With the market for cellular customers now saturated across most of the developed world, minimising churn and retaining existing customers is becoming even more of a major priority for wireless operators. This is because it is demonstrably more cost-effective to retain existing customers than to attempt to win new ones from their competitors.
For this reason customer experience management (CEM) software is being widely adopted, and can enable mobile operators to continuously monitor and manage their customers proactively, and in real time, independent of the network or device being used. The objective of CEM is to establish and validate the overall experience of mobile customers, and also provide an insight into the types of user and the types of phone that are being used to access data services. If specific customer appear to be having a less-than-ideal user experience, the operator can not only improve the service quality for them but also target special offers that may encourage loyalty.
Dublin, Ireland, based Arantech is offering a CEM package called 'touchpoint', which comprises a set of software product features and services that together deliver a complete solution for managing customer experience. Touchpoint is currently targeted at communication service providers, including mobile operators and other communications-based network providers such as those supplying fixed-mobile convergence.
Touchpoint provides a simple proactive approach to first-line customer management and selling, and can support any network, service or device type, through its desktop portal. It also enables tight integration via APIs to other systems such as customer care, service management, and performance management, providing these systems with a high level of customer-centric capability. Touchpoint is able to identify rates and causes of call failure and dropout, and trace data error information. If high rates of failure are linked to congestion in a particular cell, the CEM helps to identify this and enables rapid resolution of the problem. This is more far-reaching than traditional monitoring techniques, which typically only provide network data and often ignore other factors, such as the possibility that a handset is not provisioned for a particular service.

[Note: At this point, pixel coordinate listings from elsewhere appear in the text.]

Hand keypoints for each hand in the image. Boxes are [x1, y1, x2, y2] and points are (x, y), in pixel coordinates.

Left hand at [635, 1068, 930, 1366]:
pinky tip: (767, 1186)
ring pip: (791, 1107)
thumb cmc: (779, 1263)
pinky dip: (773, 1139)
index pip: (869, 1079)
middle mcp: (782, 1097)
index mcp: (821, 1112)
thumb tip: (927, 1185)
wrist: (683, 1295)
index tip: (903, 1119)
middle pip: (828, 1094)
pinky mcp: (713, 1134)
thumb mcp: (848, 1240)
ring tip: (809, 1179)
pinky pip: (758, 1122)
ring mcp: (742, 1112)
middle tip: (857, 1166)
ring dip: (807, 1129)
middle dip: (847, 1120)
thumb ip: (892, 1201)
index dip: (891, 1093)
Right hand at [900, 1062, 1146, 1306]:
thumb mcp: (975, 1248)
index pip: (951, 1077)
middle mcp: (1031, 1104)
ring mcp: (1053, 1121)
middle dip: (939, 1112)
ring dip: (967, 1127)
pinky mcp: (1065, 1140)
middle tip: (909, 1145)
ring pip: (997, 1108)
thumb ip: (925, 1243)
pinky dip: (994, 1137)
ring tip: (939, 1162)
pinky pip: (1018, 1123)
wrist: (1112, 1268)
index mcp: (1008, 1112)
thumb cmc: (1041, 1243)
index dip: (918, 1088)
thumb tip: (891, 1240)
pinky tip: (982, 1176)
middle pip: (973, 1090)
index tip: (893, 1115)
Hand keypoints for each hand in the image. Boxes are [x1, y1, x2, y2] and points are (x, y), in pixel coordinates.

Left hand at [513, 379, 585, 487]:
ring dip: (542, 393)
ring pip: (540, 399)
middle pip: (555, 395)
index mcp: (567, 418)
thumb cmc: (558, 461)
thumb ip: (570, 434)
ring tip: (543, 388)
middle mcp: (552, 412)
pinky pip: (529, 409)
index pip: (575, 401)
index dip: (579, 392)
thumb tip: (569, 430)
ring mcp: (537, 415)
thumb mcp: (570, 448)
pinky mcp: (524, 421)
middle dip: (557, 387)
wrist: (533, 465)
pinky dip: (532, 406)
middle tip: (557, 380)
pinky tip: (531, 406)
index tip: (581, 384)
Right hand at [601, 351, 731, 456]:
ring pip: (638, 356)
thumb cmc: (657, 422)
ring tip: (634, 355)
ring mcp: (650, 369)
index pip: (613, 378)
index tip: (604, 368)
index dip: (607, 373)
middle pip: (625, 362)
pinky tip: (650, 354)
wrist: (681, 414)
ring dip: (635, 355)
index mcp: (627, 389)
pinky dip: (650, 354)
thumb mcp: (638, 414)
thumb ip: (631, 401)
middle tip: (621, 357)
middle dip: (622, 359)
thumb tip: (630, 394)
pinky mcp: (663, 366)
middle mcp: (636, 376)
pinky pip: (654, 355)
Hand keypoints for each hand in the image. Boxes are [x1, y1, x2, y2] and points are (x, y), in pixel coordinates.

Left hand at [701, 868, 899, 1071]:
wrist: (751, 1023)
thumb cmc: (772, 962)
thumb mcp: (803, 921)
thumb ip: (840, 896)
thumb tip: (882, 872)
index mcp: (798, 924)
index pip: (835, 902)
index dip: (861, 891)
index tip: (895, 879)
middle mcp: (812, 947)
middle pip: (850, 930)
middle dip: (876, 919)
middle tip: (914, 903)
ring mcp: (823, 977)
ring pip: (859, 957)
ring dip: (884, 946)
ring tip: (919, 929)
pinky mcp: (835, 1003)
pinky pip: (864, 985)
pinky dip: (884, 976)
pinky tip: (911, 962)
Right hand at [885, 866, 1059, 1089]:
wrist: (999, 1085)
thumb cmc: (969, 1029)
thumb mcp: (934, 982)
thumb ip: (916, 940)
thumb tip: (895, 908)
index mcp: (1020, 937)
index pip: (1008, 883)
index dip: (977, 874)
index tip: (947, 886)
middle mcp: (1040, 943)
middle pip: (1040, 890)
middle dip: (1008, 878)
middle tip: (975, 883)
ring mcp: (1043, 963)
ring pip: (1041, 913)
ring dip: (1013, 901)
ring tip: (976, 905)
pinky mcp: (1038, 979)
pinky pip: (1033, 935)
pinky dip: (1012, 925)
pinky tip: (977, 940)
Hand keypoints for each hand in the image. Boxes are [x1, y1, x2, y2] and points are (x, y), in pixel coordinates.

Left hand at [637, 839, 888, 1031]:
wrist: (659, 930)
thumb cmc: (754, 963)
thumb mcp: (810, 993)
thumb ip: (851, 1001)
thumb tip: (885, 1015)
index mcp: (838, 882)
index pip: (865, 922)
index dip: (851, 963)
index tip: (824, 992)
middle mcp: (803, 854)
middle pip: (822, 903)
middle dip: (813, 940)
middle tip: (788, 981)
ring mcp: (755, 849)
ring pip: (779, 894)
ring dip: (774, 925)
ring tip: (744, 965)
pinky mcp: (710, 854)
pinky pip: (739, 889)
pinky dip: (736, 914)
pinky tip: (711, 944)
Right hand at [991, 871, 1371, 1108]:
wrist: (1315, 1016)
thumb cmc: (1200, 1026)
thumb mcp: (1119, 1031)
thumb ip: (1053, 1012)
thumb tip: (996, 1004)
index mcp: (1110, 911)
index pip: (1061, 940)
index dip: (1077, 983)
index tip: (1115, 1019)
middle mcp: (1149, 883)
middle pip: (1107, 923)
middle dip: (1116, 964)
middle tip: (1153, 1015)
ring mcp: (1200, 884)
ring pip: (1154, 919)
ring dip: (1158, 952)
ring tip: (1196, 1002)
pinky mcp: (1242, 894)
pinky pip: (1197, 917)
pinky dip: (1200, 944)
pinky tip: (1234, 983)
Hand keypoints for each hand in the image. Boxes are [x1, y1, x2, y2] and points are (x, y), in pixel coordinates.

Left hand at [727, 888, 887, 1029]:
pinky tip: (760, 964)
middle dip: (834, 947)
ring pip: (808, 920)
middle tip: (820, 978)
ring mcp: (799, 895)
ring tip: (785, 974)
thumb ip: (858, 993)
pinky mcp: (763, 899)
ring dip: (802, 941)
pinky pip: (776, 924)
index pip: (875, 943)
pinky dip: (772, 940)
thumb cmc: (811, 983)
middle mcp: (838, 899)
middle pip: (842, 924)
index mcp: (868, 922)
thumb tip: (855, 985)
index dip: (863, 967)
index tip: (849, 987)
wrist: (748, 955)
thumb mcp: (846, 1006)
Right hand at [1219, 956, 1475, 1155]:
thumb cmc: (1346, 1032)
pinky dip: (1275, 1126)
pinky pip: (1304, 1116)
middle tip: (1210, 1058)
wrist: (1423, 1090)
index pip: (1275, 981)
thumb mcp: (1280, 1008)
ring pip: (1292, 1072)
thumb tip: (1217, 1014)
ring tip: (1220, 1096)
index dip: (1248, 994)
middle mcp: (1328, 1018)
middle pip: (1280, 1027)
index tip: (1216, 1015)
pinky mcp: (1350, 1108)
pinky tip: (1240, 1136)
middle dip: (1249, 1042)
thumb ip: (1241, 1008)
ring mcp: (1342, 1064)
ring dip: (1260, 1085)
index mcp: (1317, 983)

The software can also identify phone type, e.g. iPhone, BlackBerry or Android, and compare statistics to see if problems are being more frequently encountered by a particular model of phone. Automatic action could then be triggered in the form of patch downloads over the network, or by sending SMS texts to affected users advising them to contact customer care representatives. In the longer term this data could even be used to decide which particular brand of phone to recommend to customers.
According to Arantech, touchpoint is already being used in four of the six largest mobile operator groups in the world, serving in excess of 250 million mobile subscribers.